A partner in his law firm had already been killed. His female clerk had been abducted and raped - and he himself had received death threats.

Through the British High Commissioner in Colombo, he managed to obtain a visa, and fled to the UK, where he applied for asylum.

Nandakumar (not his real name) had been working as a human rights lawyer. He had defended many who had been detained under Sri Lanka's emergency legislation and he had been assisting families to search for relatives who had gone missing - believed abducted by army death squads.

In 1991 he was conducting a case against the security forces over the killing of two Sri Lankans, when three witnesses were themselves abducted, killed and their bodies dumped. He went into hiding, arrived in the UK in 1991 and was granted asylum the following year.

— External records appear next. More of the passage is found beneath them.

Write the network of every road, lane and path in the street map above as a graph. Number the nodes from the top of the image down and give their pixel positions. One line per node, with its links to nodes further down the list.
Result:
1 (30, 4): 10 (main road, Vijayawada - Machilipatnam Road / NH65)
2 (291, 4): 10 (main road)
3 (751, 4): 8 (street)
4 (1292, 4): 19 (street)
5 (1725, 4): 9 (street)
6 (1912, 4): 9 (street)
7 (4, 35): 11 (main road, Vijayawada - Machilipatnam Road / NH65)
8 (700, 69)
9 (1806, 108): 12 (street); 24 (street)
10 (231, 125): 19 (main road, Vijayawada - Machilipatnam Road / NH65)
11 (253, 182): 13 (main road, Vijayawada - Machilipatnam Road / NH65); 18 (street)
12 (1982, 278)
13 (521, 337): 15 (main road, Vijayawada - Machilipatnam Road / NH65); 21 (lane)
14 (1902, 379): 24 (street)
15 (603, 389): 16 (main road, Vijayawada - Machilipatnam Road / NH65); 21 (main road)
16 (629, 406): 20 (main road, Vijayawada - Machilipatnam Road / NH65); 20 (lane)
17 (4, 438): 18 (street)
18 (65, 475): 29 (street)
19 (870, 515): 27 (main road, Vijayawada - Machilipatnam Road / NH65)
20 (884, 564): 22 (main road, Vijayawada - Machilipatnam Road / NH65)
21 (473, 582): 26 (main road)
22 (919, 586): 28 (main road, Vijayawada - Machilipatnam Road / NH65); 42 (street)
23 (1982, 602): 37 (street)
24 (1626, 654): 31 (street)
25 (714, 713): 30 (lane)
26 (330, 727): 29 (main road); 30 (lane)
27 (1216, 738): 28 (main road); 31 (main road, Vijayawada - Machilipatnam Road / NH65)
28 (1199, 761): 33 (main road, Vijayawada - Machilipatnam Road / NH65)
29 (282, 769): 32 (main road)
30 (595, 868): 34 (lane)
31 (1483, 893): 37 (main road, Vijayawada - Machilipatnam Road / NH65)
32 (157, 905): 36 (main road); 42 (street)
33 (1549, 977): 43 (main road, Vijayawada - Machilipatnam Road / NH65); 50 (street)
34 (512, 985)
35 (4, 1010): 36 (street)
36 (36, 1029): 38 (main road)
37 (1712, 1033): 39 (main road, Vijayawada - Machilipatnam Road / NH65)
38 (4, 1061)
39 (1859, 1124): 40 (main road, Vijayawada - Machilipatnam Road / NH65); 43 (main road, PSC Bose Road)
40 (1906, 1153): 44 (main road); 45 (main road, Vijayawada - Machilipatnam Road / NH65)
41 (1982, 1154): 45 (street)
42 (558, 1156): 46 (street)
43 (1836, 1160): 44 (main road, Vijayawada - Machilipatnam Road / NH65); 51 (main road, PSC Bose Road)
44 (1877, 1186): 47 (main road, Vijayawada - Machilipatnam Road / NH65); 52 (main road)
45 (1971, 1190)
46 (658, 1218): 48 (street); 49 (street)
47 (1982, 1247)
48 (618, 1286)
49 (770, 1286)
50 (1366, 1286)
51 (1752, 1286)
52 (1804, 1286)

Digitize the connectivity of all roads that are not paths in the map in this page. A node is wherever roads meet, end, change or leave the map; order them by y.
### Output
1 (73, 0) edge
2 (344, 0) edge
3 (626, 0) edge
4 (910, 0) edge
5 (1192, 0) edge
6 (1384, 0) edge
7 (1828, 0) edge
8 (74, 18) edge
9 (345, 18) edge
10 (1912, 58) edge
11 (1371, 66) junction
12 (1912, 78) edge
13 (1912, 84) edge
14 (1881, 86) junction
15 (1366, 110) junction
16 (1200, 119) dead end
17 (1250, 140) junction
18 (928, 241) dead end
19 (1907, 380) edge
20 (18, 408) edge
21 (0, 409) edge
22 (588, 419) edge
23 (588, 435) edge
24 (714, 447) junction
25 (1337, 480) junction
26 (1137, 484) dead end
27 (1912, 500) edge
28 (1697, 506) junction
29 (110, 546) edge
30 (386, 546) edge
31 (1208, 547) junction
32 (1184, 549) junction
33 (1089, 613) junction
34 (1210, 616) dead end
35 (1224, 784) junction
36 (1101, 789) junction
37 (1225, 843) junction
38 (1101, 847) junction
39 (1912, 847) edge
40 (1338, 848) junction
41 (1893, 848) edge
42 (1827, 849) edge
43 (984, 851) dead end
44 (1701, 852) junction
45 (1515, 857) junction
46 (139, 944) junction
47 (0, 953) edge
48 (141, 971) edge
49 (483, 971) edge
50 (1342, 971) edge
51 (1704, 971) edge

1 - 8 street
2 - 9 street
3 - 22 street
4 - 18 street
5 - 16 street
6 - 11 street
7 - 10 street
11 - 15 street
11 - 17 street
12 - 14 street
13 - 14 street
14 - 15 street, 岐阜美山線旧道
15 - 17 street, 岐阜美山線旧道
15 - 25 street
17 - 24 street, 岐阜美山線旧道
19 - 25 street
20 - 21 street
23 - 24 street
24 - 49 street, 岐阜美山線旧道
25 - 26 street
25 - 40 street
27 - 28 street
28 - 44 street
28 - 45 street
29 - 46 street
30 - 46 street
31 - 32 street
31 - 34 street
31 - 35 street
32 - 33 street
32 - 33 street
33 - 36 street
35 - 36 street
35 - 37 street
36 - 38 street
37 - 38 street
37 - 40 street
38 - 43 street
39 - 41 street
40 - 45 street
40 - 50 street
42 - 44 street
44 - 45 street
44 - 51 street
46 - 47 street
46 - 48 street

Yesterday another refugee from Sri Lanka, who has been given asylum and who did not want to be identified, said: "You only have to read the news to see that Sri Lanka is not safe. There is a curfew in Colombo and there is complete censorship. You do not have curfews and censorship in countries that are safe."

Mr B was arrested at his home in Nigeria and taken for questioning by the military police. He claims he was punched, kicked and whipped. Electric prods were applied to his genitals. For days on end he was starved. His crime had been to question the military government. But he was smuggled out of the country and into the UK.

Doctors from the Medical Foundation for the Care of Victims of Torture, who examined him this summer, have no doubt that the scars to his body bear testimony to the abuse he claims to have suffered. The man, in his late twenties, is still suffering panic attacks and nightmares. He remains fearful for his family and colleagues. No decision has yet been made on his claim for asylum.